[Records from a collection]
━━━

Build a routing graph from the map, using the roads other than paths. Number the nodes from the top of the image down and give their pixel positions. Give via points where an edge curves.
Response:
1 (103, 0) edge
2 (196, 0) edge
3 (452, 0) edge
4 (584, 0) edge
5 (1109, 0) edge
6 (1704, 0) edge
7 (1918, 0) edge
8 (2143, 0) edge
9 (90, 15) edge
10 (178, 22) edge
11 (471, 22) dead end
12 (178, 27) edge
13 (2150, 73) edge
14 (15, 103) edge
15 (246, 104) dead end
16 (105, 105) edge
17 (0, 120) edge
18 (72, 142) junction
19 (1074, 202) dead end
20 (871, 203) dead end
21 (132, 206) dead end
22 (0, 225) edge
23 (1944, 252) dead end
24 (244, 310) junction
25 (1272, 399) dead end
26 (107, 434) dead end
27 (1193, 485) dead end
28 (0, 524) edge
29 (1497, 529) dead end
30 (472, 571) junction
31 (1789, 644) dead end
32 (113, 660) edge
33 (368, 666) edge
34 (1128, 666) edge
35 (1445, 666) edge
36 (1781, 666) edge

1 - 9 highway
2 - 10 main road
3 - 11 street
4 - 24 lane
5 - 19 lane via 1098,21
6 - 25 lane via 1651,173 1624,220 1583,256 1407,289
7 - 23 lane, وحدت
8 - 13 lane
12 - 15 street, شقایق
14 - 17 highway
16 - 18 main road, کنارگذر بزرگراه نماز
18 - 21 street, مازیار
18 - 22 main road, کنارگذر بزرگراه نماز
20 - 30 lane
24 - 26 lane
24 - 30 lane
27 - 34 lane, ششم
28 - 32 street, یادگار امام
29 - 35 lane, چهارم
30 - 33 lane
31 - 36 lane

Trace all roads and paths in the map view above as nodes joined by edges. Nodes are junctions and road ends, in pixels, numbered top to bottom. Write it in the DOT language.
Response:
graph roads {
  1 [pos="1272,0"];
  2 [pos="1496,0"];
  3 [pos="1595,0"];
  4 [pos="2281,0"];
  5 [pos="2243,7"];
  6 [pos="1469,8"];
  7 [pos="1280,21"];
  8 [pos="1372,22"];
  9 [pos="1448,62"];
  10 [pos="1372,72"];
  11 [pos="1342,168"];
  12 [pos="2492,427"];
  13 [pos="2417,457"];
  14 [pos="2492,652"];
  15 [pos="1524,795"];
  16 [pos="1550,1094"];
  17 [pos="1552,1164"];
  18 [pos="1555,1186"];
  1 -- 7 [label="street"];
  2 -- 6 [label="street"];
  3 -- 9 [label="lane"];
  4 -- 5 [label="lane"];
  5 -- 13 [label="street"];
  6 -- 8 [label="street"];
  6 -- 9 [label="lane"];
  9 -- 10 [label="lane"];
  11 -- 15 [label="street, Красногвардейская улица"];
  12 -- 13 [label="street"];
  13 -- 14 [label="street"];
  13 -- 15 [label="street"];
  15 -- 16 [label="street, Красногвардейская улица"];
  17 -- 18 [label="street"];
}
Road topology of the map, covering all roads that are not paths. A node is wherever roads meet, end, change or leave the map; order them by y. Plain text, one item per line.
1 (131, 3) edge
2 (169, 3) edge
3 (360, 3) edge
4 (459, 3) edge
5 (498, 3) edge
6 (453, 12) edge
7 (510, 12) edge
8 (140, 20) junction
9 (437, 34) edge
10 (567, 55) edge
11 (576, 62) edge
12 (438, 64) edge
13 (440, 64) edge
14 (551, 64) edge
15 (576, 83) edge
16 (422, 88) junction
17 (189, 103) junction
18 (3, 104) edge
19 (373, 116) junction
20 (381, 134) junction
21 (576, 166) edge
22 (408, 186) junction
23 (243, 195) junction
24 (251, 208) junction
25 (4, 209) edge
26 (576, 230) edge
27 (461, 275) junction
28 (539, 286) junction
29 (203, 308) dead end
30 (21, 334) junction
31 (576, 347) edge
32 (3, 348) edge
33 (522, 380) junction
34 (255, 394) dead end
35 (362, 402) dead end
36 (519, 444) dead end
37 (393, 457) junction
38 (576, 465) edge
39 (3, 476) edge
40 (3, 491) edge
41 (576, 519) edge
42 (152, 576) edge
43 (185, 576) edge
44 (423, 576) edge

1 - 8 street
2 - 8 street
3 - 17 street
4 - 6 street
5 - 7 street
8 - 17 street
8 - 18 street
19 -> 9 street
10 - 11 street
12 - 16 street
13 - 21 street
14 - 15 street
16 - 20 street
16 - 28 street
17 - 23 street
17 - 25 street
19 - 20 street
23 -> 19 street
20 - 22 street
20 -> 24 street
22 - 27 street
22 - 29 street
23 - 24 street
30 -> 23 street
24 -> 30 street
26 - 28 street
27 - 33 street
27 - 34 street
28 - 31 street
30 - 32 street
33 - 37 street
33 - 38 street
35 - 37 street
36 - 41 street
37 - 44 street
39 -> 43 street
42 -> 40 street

━━━

# [Exercise brief]
Your response should be the lines of the entries above that include the string "کنارگذر".

# [Expected answer]
16 - 18 main road, کنارگذر بزرگراه نماز
18 - 22 main road, کنارگذر بزرگراه نماز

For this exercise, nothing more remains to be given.